= TASK PROMPT =
Determine which lines of the records include the word "набережная", and copy them.

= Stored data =
──────────────────────────────

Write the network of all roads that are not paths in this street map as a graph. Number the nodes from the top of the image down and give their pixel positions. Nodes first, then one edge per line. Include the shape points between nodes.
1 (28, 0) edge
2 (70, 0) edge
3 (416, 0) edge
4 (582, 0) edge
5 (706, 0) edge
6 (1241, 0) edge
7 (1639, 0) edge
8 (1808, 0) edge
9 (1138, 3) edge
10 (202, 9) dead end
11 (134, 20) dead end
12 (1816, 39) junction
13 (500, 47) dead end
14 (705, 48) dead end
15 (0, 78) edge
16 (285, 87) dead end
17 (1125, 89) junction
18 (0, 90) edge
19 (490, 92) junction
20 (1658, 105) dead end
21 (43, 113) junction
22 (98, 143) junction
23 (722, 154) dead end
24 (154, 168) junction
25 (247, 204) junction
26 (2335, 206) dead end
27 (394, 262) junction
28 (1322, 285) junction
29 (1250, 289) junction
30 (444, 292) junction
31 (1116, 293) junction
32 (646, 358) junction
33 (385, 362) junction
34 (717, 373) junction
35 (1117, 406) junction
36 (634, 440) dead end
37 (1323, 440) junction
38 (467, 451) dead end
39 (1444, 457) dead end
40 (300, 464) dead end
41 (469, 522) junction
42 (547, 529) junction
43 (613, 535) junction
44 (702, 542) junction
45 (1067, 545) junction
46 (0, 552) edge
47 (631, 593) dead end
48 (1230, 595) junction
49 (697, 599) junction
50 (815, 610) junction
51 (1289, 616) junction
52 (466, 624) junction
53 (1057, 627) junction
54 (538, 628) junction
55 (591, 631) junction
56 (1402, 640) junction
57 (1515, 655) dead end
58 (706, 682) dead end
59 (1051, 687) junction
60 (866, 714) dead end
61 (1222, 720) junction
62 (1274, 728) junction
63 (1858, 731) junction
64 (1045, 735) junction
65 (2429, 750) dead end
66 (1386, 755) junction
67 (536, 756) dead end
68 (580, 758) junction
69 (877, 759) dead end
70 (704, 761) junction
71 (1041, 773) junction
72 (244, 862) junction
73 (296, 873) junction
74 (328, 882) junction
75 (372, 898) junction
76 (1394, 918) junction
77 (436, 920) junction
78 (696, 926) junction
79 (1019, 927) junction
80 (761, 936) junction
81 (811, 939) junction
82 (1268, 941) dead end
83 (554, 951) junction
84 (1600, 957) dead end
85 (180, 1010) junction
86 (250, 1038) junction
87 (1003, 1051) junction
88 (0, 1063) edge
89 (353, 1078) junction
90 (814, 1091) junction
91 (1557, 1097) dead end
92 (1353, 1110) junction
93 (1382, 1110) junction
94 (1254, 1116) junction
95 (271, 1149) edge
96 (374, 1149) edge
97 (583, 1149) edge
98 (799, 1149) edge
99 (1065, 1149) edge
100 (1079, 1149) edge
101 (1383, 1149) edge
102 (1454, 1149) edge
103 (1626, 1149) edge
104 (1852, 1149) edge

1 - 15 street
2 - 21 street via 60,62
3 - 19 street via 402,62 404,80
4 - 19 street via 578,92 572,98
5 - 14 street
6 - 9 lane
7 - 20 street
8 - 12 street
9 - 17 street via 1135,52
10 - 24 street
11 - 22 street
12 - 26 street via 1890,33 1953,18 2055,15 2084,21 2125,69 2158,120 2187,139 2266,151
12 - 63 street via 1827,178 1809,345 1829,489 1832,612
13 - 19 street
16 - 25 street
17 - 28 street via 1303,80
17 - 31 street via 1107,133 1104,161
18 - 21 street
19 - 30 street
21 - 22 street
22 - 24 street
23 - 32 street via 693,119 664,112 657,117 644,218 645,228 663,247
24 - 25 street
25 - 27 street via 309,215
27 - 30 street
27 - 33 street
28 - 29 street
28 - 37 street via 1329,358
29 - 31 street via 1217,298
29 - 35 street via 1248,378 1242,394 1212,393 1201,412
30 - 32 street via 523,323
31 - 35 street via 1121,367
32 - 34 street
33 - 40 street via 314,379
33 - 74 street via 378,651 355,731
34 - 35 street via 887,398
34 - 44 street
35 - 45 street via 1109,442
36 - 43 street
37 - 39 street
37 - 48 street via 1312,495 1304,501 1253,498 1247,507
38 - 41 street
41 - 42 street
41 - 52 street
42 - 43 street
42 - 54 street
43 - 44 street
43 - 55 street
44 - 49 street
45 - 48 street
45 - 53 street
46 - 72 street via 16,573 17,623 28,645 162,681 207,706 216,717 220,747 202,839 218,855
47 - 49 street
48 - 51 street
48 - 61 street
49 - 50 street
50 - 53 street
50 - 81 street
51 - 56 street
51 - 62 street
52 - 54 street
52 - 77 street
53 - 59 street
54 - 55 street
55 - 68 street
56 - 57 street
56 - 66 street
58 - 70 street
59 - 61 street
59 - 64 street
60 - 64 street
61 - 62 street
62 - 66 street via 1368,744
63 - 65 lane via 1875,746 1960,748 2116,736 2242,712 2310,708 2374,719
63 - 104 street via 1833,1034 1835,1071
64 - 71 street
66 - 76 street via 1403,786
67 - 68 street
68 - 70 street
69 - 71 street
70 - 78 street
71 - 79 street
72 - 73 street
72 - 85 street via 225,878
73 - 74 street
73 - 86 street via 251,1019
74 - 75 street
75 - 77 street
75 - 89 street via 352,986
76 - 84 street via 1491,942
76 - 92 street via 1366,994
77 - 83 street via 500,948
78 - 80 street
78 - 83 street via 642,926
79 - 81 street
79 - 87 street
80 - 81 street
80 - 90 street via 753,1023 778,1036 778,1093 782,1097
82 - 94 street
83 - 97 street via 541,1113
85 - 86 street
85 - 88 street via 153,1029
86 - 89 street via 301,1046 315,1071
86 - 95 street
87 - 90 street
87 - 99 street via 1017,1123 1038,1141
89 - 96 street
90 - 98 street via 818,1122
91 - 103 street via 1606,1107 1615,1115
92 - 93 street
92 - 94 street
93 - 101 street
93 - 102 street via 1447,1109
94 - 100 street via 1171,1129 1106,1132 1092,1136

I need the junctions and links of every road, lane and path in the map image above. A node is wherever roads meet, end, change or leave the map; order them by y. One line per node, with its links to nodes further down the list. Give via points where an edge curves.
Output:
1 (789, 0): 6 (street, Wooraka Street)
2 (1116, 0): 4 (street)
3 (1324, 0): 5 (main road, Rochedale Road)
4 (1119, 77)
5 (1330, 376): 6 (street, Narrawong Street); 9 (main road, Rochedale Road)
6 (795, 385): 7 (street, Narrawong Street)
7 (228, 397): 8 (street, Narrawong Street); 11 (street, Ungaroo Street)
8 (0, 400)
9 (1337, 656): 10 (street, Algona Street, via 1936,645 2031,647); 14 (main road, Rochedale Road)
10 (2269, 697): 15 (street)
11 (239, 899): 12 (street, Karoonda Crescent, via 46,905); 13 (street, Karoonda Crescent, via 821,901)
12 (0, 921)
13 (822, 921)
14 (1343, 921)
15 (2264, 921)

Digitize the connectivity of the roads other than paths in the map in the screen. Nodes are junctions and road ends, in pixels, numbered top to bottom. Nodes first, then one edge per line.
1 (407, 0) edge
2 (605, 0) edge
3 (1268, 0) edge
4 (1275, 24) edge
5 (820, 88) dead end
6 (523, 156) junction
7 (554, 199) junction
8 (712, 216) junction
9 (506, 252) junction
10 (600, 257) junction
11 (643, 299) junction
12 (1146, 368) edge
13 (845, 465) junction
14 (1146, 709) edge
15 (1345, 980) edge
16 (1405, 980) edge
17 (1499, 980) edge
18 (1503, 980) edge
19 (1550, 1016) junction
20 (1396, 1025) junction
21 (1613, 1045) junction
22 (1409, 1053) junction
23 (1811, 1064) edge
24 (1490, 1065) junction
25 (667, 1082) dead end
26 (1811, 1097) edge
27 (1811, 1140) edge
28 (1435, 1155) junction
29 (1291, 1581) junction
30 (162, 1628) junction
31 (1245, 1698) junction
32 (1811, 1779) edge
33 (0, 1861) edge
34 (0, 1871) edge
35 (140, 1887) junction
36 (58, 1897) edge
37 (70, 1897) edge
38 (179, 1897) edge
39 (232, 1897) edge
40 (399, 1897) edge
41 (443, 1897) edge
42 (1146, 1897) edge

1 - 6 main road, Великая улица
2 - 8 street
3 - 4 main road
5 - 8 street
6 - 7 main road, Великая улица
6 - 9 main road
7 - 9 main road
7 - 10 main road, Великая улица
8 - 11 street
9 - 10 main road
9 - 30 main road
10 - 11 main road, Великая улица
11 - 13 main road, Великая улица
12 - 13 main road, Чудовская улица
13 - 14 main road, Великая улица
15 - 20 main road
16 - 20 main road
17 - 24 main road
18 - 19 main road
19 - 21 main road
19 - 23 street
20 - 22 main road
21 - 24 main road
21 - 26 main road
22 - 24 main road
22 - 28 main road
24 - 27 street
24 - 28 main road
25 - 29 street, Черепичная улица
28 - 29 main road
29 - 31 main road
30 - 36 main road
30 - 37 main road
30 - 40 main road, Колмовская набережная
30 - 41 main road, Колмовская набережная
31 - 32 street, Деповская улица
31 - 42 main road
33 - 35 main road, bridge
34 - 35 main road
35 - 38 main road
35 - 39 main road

──────────────────────────────

= PROBLEM SOLUTION =
30 - 40 main road, Колмовская набережная
30 - 41 main road, Колмовская набережная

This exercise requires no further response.